We elucidated the localization of Thy-1–positive cells in the perichondrium of fetal rat limb bones to clarify the distribution of osteogenic cells in the process of endochondral ossification. We also examined the formation of calcified bone-like matrices by isolated perichondrial cells in vitro. At embryonic day (E) 15.5, when the cartilage primodia were formed, immunoreactivity for Thy-1 was detected in cells of the perichondrium adjacent to the zone of hypertrophic chondrocytes. At E17.5, when the bone collar formation and the vascular invasion were initiated, fibroblast-like cells at the sites of vascular invasion, as well as in the perichondrium, showed Thy-1 labeling. Double immunostaining for Thy-1 and osterix revealed that Thy-1 was not expressed in the osterix-positive osteoblasts. Electron microscopic analysis revealed that Thy-1–positive cells in the zone of hypertrophic chondrocytes came in contact with blood vessels. Perichondrial cells isolated from limb bones showed alkaline phosphatase activity and formed calcified bone-like matrices after 4 weeks in osteogenic medium. RT-PCR demonstrated that Thy-1 expression decreased as calcified nodules formed. Conversely, the expression of osteogenic marker genes Runx2, osterix, and osteocalcin increased. These results indicate that Thy-1 is a good marker for characterizing osteoprogenitor cells.

Keywords

Thy-1 endochondral ossification perichondrium osteoprogenitor immunohistochemistry

B one develops via two types of mechanisms, endochondral ossification and intramembranous ossification. During endochondral ossification, the cartilage anlage is surrounded by the perichondrium, a membranous sheath of flattened cells. After chondrocytes undergo hypertrophy, the cells in the inner layer of the perichondrium begin to differentiate into osteoblasts and form a bone collar. The vasculature in the periosteum brings the osteoprogenitor cells and invades the zone of hypertrophic chondrocytes, leading to the establishment of primary trabecular bone and a marrow cavity (Cormack 1987). Colnot et al. (2004) demonstrated that the perichondrium participates in vascular invasion and ossification during endochondral ossification. The perichondrial cells appear to consistently differentiate into osteoblasts. Thus, the perichondrium is thought to be a source of both trabecular and cortical osteoblasts.

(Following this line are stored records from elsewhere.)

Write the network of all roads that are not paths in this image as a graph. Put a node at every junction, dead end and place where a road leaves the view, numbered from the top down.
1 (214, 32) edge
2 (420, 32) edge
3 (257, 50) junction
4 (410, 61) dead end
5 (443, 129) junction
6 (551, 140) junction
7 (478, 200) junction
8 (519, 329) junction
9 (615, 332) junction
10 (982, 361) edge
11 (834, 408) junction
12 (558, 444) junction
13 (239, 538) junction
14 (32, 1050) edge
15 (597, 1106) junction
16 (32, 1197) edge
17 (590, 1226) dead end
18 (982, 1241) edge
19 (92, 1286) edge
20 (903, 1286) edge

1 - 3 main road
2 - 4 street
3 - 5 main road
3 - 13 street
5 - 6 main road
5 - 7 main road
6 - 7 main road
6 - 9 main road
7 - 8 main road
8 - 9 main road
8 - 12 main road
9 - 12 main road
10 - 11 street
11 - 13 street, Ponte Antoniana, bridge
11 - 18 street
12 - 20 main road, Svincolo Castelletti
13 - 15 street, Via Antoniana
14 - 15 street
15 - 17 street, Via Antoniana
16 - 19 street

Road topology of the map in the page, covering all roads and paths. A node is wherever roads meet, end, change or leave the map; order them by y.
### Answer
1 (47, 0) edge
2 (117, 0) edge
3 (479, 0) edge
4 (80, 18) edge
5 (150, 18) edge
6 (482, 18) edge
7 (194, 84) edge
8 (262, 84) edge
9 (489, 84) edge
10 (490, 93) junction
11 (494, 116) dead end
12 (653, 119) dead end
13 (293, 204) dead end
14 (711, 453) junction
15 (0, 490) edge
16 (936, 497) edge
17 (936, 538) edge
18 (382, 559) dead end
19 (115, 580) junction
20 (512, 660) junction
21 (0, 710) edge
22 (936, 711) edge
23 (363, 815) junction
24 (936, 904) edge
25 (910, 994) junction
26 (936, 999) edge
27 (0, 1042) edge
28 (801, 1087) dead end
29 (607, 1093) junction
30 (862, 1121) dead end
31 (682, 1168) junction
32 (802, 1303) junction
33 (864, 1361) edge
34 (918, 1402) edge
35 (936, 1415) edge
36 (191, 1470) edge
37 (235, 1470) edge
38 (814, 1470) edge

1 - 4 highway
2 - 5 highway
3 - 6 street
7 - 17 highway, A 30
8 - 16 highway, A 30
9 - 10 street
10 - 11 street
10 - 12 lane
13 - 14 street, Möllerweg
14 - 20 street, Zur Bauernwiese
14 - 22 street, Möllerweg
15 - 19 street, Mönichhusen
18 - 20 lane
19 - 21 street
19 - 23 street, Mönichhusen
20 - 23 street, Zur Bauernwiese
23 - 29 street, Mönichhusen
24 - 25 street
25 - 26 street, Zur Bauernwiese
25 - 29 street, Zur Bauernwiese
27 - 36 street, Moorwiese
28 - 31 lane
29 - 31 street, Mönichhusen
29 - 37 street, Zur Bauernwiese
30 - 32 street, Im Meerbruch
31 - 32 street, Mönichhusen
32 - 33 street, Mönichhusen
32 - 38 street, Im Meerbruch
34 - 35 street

Recent advances in stem cell biology have improved the feasibility and effectiveness of cell-based therapy. The mesenchymal stem cell (MSC) is a potential tool for such therapy. MSCs have been identified in various tissues, such as bone marrow and adipose tissues, and possess the ability to give rise to myoblasts, chondrocytes, osteoblasts, and adipocytes in vitro (Pittenger et al. 1999; Clausen et al. 2006; Harting et al. 2008). However, the developmental process of osteoprogenitor cells has not been well characterized. Furthermore, although MSCs are reported to express the membrane marker proteins CD44, Thy-1 (CD90), CD106, CD146, and CD166 (Pittenger et al. 1999; Arai et al. 2002; Clausen et al. 2006; Park et al. 2007; Harting et al. 2008), their distribution in vivo and morphological characteristics have not been fully elucidated. Thy-1 is a glcycosylphosphatidylinositol-anchored protein located in lipid rafts (Haeryfar and Hoskin 2004). Various cell types, including T-cells, neurons, endothelial cells, mesangial cells, and fibroblasts express Thy-1 at their surface. This molecule is reported to be involved in multiple biological processes, such as T-cell activation, neurite growth, wound healing, and fibrosis (Haeryfar and Hoskin 2004; Rege and Hagood 2006a,b). Although Thy-1 is expressed in MSCs (Pittenger et al. 1999; Arai et al. 2002; Clausen et al. 2006; Park et al. 2007; Harting et al. 2008) and osteoblast lineage cells (Chen et al. 1999), the localization of Thy-1–positive cells during endochondral ossification in vivo has not been determined.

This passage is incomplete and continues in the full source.